Nonoka, meanwhile, makes the revelation of the decade by telling Makoto she loves him, and in the awkward silence that follows, it suddenly starts to bucket down with rain (the water gods have a very good sense of timing). It's that special anime rain that doesn't get anything wet but causes them to glow with a sparkly white aura. There's this whole sort of symbolism thing going on in this film, which is why we have to watch Nonoka and Makoto's discarded schoolbags in the rain while they make eyes at each other like a pair of chameleons. And at just the right moment, Otacon and United Nations turn up.

Japanese animators don't seem to like animating things much, which is why the expected fist-fight instead becomes the two couples staring at each other, immobile, for about half an hour, before Makoto finally can't take it anymore and legs it away, turning into the Six Million Dollar Man in the process. Nonoka continues staring at the other two for an additional half hour before running off after Makoto. Then Unicron explains to Otacon that she's pregnant with his child, and he's surprisingly upbeat about the whole affair, so much so that his hair turns green for some reason and they proceed to have masses of sex.

And good thing too. We're twenty-five minutes into a thirty-minute sex film and the only sex we've been treated to was a five-second fully-clothed fumble in Otacon's love shack, so by way of a reward for the audience for having sat through all that relationship crap, we're treated to a complete fucking orgy (well, there's no other sort of orgy, is there?) as we get to see Nonoka and Makoto having it away intercut with a sequence of Otacon and Unitarianism also having it away. Nothing much to say about this bit, except that during the thrusts Nonoka sounds like a squirrel being dribbled like a basketball against solid concrete. I'll just let the images speak for themselves. The censoring was my doing. Feel free to sing along.

SHAKE SHAKE SHAKE!

SHAKE SHAKE SHAKE!

LOOK SOOO GOOD!

SHAKE YOUR BOOTY!

LOOK SOOO GOOD!

SHAKE YOUR BOO-TAY!

LOOK SOOO GOOD!

You'll also note that sexually excited anime characters also generate Photoshop airbrush filters across their faces during ze sexual act, as if some merry prankster just ran past them spraying pink spray paint. Well, that's pretty much it for this story, except to note that all four characters climax simultaneously, which has got to be up there with getting five numbers and the bonus ball in terms of odds, and the film ends with Makoto riding past a river on a bike. That's about it.

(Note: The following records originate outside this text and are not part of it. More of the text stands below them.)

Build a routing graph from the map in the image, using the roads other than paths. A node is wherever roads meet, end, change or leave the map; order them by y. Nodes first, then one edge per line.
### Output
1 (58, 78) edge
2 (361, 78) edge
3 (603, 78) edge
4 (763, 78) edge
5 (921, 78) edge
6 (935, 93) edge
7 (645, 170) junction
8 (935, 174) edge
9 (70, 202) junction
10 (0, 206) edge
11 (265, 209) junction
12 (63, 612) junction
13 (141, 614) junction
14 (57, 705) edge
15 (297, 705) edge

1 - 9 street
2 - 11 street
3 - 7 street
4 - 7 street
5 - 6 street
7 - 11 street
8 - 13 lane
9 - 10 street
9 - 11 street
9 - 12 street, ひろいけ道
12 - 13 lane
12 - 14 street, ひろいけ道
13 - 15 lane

So, what have we learned from this film? Well, we've learned that if you don't want to have Otacon's lovechild, tell him not to come inside you beforehand, and not when his sticky white baby-to-be is already half-way to the sultan's chamber. We've learned that the words "I like you" are a little-known Native American rain-summoning spell.

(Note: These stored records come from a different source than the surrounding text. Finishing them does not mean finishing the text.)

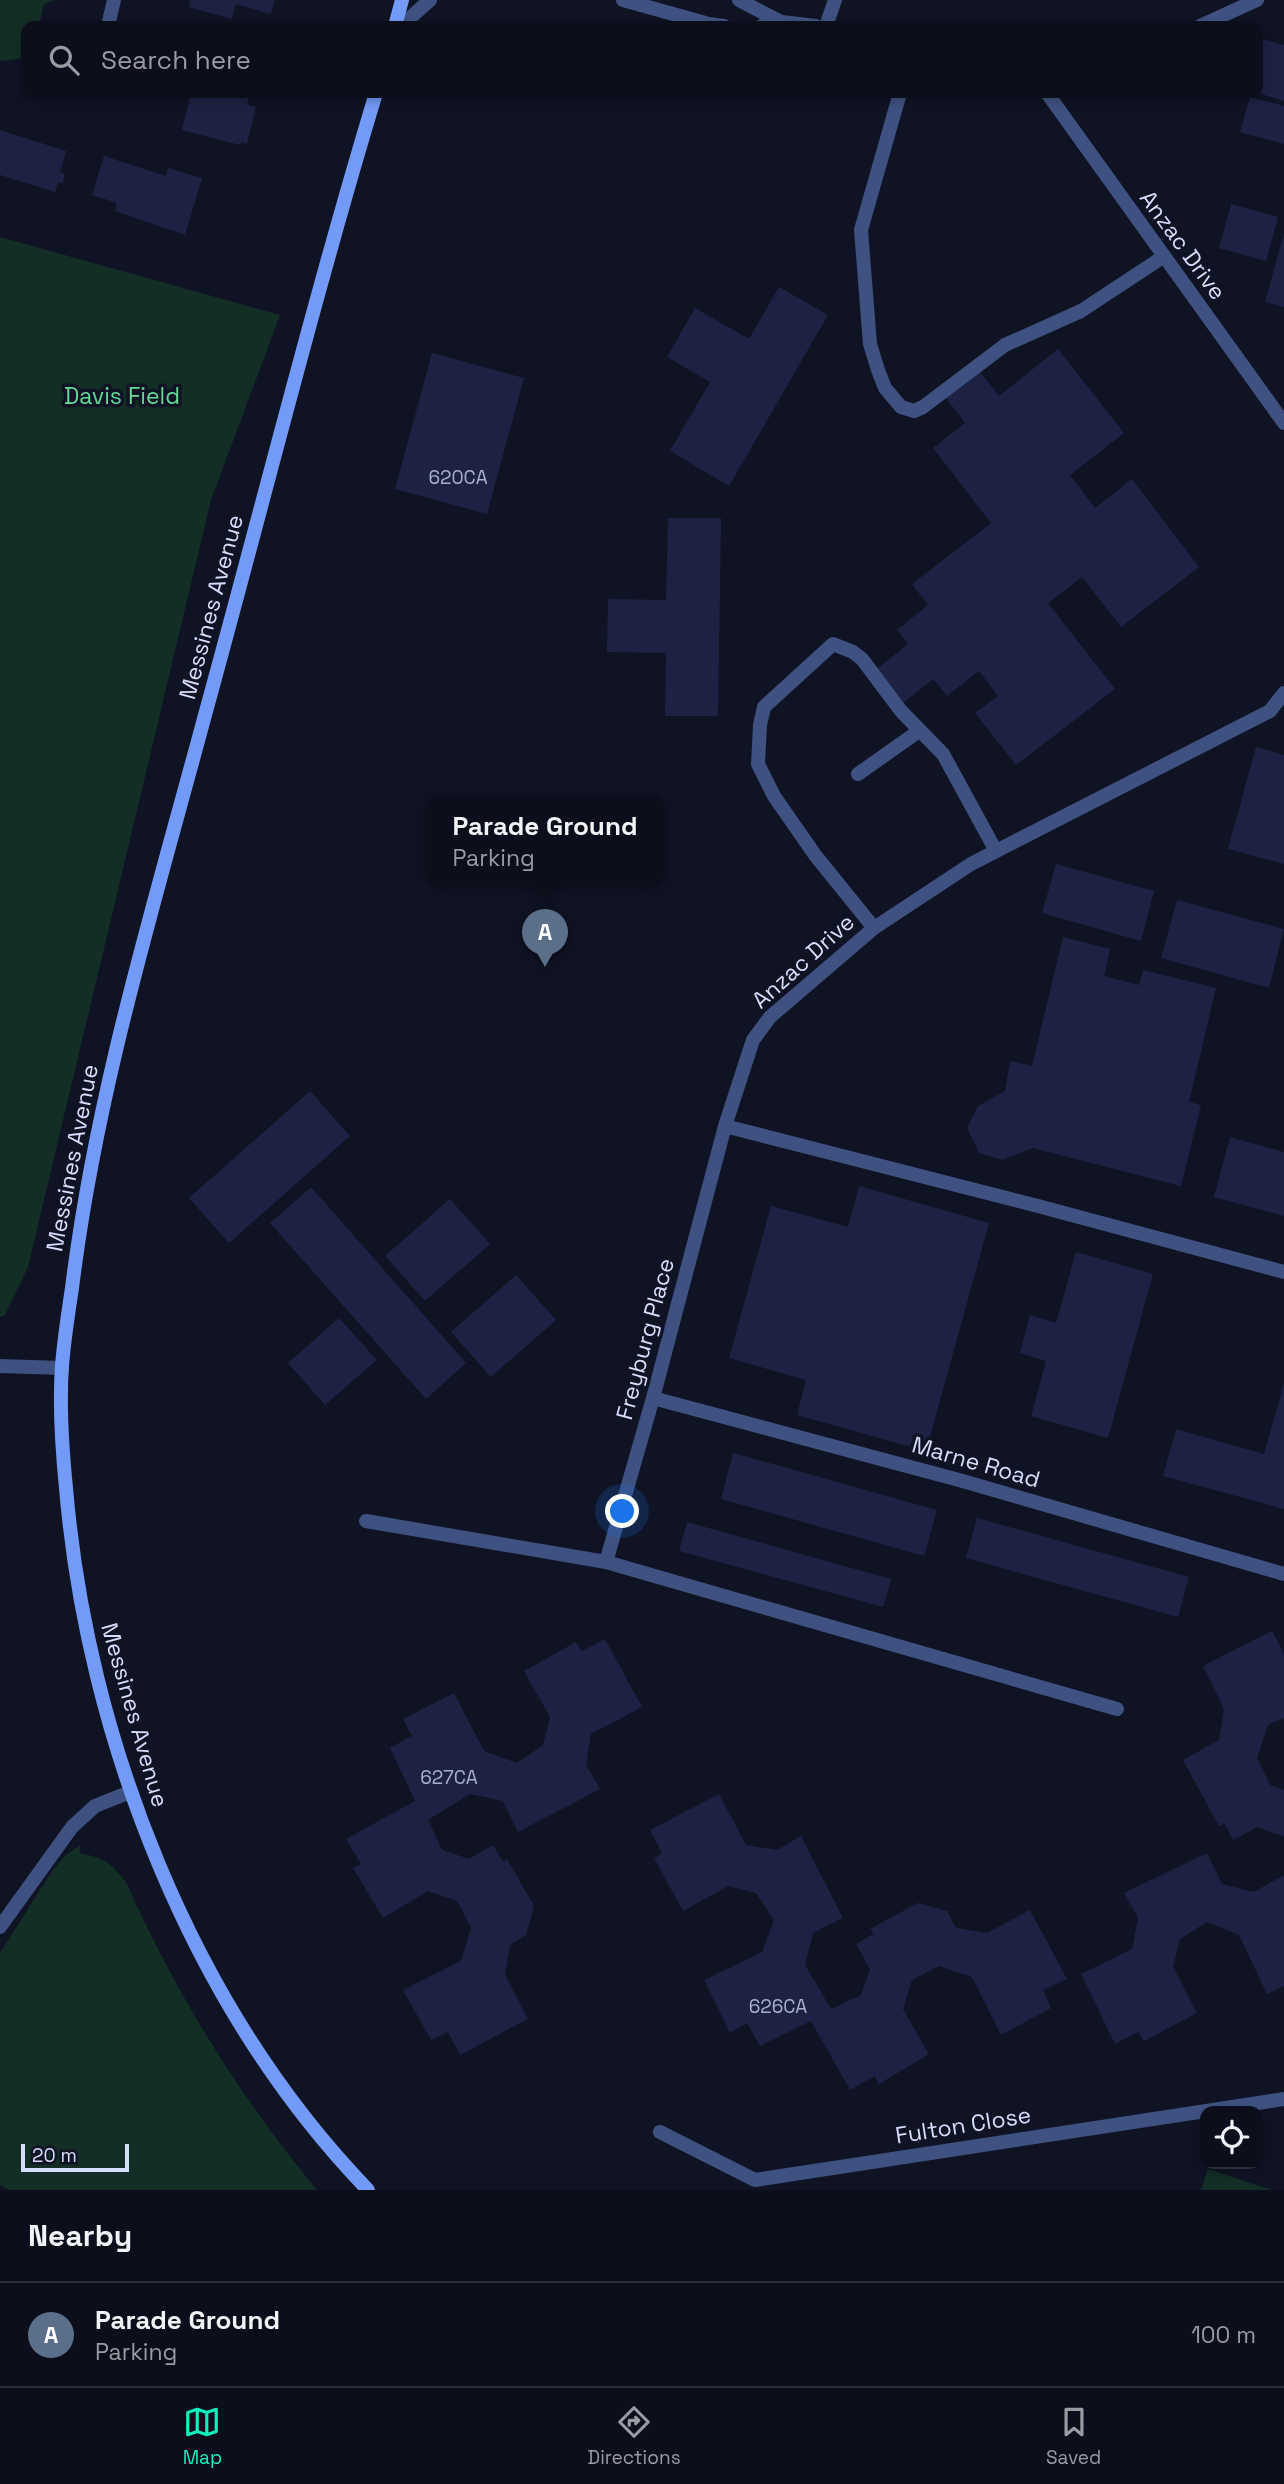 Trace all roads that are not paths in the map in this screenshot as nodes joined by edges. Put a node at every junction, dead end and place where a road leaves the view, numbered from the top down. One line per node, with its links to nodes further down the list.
1 (114, 0): 8 (street)
2 (402, 0): 9 (street)
3 (430, 0): 10 (street)
4 (624, 0): 11 (street)
5 (739, 0): 12 (street)
6 (835, 0): 13 (street)
7 (1257, 0): 14 (street)
8 (109, 21)
9 (397, 21)
10 (407, 21)
11 (698, 21)
12 (779, 21)
13 (828, 21)
14 (1211, 21)
15 (375, 98): 28 (street, Messines Avenue)
16 (900, 98): 18 (street)
17 (1051, 98): 18 (street, Anzac Drive)
18 (1163, 257): 19 (street, Anzac Drive)
19 (1284, 423)
20 (1284, 693): 23 (street, Anzac Drive)
21 (919, 732): 22 (street); 23 (street); 24 (street)
22 (858, 774)
23 (996, 851): 24 (street, Anzac Drive)
24 (874, 928): 25 (street, Anzac Drive)
25 (725, 1126): 26 (street); 29 (street, Freyburg Place)
26 (1284, 1272)
27 (0, 1366): 28 (street)
28 (62, 1368): 34 (street, Messines Avenue)
29 (653, 1398): 31 (street, Freyburg Place); 32 (street, Marne Road)
30 (366, 1521): 31 (street)
31 (606, 1562): 33 (street)
32 (1284, 1574)
33 (1116, 1709)
34 (130, 1793): 35 (street); 38 (street, Messines Avenue)
35 (0, 1927)
36 (1284, 2099): 37 (street, Fulton Close)
37 (660, 2132)
38 (368, 2190)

But what of the moral, Yahtzee? What of the moral? Beats the fuck out of me, I guess it's something like "Don't become someone's lifelong friend as part of your evil scheme to break her seal of freshness, 'cos you'll only end up as some sort of big brother figure and have to shag someone you've only just met as a compromise." Mind you, if some other of Japan's adult entertainment is any indicator, being a girl's blood relative needn't necessarily disqualify you.